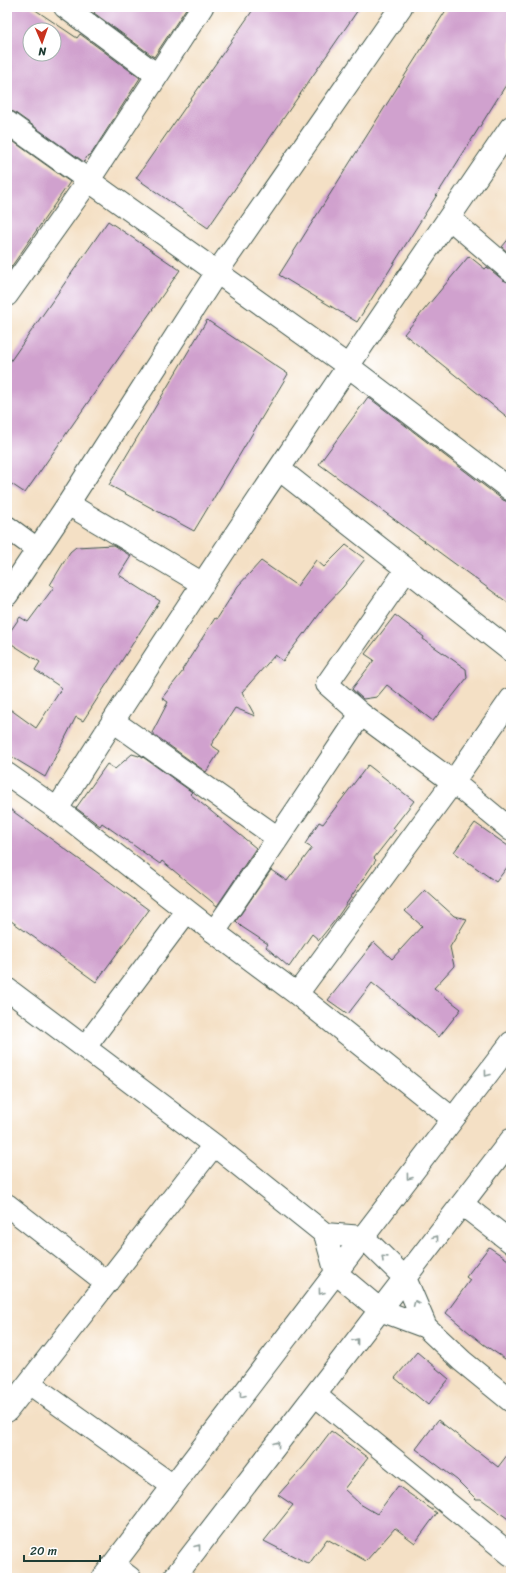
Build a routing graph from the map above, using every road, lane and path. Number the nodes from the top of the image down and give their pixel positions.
1 (65, 7) edge
2 (202, 7) edge
3 (401, 7) edge
4 (157, 75) junction
5 (7, 122) edge
6 (511, 127) edge
7 (89, 180) junction
8 (449, 218) junction
9 (511, 271) edge
10 (217, 272) junction
11 (7, 295) edge
12 (348, 366) junction
13 (279, 469) junction
14 (511, 490) edge
15 (68, 504) junction
16 (7, 528) edge
17 (37, 549) junction
18 (407, 569) junction
19 (202, 584) junction
20 (7, 595) edge
21 (511, 651) edge
22 (511, 699) edge
23 (361, 714) junction
24 (113, 721) junction
25 (7, 774) edge
26 (453, 782) junction
27 (58, 809) junction
28 (511, 830) edge
29 (278, 838) junction
30 (187, 910) junction
31 (214, 932) junction
32 (7, 989) edge
33 (297, 994) junction
34 (511, 1043) edge
35 (85, 1047) junction
36 (453, 1119) junction
37 (511, 1140) edge
38 (214, 1145) junction
39 (462, 1204) junction
40 (7, 1205) edge
41 (325, 1234) junction
42 (363, 1237) junction
43 (511, 1242) edge
44 (336, 1272) junction
45 (405, 1278) junction
46 (107, 1283) junction
47 (380, 1310) junction
48 (426, 1327) junction
49 (19, 1388) edge
50 (315, 1395) junction
51 (511, 1401) edge
52 (7, 1411) edge
53 (173, 1486) junction
54 (511, 1554) edge
55 (108, 1571) edge
56 (130, 1578) edge
57 (174, 1578) edge

1 - 4 street
2 - 4 street
3 - 10 street
4 - 7 street
5 - 7 street
6 - 8 street
7 - 10 street
7 - 11 street
8 - 9 street
8 - 12 street
10 - 12 street
10 - 15 street
12 - 13 street
12 - 14 street
13 - 18 street
13 - 19 street
15 - 17 street
15 - 19 street
16 - 17 street
17 - 20 street
18 - 21 street
18 - 23 street
19 - 24 street
22 - 26 street
23 - 26 street
23 - 29 street
24 - 27 street
24 - 29 street
25 - 27 street
26 - 28 street
26 - 33 street
27 - 30 street
29 - 31 street
30 - 31 street
30 - 35 street
31 - 33 street
32 - 35 street
33 - 36 street
34 -> 36 street
35 - 38 street
36 -> 42 street
37 - 39 street
38 - 41 street
38 - 46 street
39 - 43 street
45 -> 39 street
40 - 46 street
41 - 42 street
41 - 44 street
42 - 44 street
45 -> 42 street
44 - 47 street
44 -> 53 street
45 - 47 street
48 -> 45 street
46 - 49 street
47 - 48 street
50 -> 47 street
48 - 51 street
49 - 52 street
49 - 53 street
50 - 54 street
57 -> 50 street
53 - 55 street
55 - 56 street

—————

**ACTION ITEM:**
Print each record exactly as it stands, skipping the pictures.

**TASK RESULT:**
Build a routing graph from the map above, using every road, lane and path. Number the nodes from the top of the image down and give their pixel positions.
1 (65, 7) edge
2 (202, 7) edge
3 (401, 7) edge
4 (157, 75) junction
5 (7, 122) edge
6 (511, 127) edge
7 (89, 180) junction
8 (449, 218) junction
9 (511, 271) edge
10 (217, 272) junction
11 (7, 295) edge
12 (348, 366) junction
13 (279, 469) junction
14 (511, 490) edge
15 (68, 504) junction
16 (7, 528) edge
17 (37, 549) junction
18 (407, 569) junction
19 (202, 584) junction
20 (7, 595) edge
21 (511, 651) edge
22 (511, 699) edge
23 (361, 714) junction
24 (113, 721) junction
25 (7, 774) edge
26 (453, 782) junction
27 (58, 809) junction
28 (511, 830) edge
29 (278, 838) junction
30 (187, 910) junction
31 (214, 932) junction
32 (7, 989) edge
33 (297, 994) junction
34 (511, 1043) edge
35 (85, 1047) junction
36 (453, 1119) junction
37 (511, 1140) edge
38 (214, 1145) junction
39 (462, 1204) junction
40 (7, 1205) edge
41 (325, 1234) junction
42 (363, 1237) junction
43 (511, 1242) edge
44 (336, 1272) junction
45 (405, 1278) junction
46 (107, 1283) junction
47 (380, 1310) junction
48 (426, 1327) junction
49 (19, 1388) edge
50 (315, 1395) junction
51 (511, 1401) edge
52 (7, 1411) edge
53 (173, 1486) junction
54 (511, 1554) edge
55 (108, 1571) edge
56 (130, 1578) edge
57 (174, 1578) edge

1 - 4 street
2 - 4 street
3 - 10 street
4 - 7 street
5 - 7 street
6 - 8 street
7 - 10 street
7 - 11 street
8 - 9 street
8 - 12 street
10 - 12 street
10 - 15 street
12 - 13 street
12 - 14 street
13 - 18 street
13 - 19 street
15 - 17 street
15 - 19 street
16 - 17 street
17 - 20 street
18 - 21 street
18 - 23 street
19 - 24 street
22 - 26 street
23 - 26 street
23 - 29 street
24 - 27 street
24 - 29 street
25 - 27 street
26 - 28 street
26 - 33 street
27 - 30 street
29 - 31 street
30 - 31 street
30 - 35 street
31 - 33 street
32 - 35 street
33 - 36 street
34 -> 36 street
35 - 38 street
36 -> 42 street
37 - 39 street
38 - 41 street
38 - 46 street
39 - 43 street
45 -> 39 street
40 - 46 street
41 - 42 street
41 - 44 street
42 - 44 street
45 -> 42 street
44 - 47 street
44 -> 53 street
45 - 47 street
48 -> 45 street
46 - 49 street
47 - 48 street
50 -> 47 street
48 - 51 street
49 - 52 street
49 - 53 street
50 - 54 street
57 -> 50 street
53 - 55 street
55 - 56 street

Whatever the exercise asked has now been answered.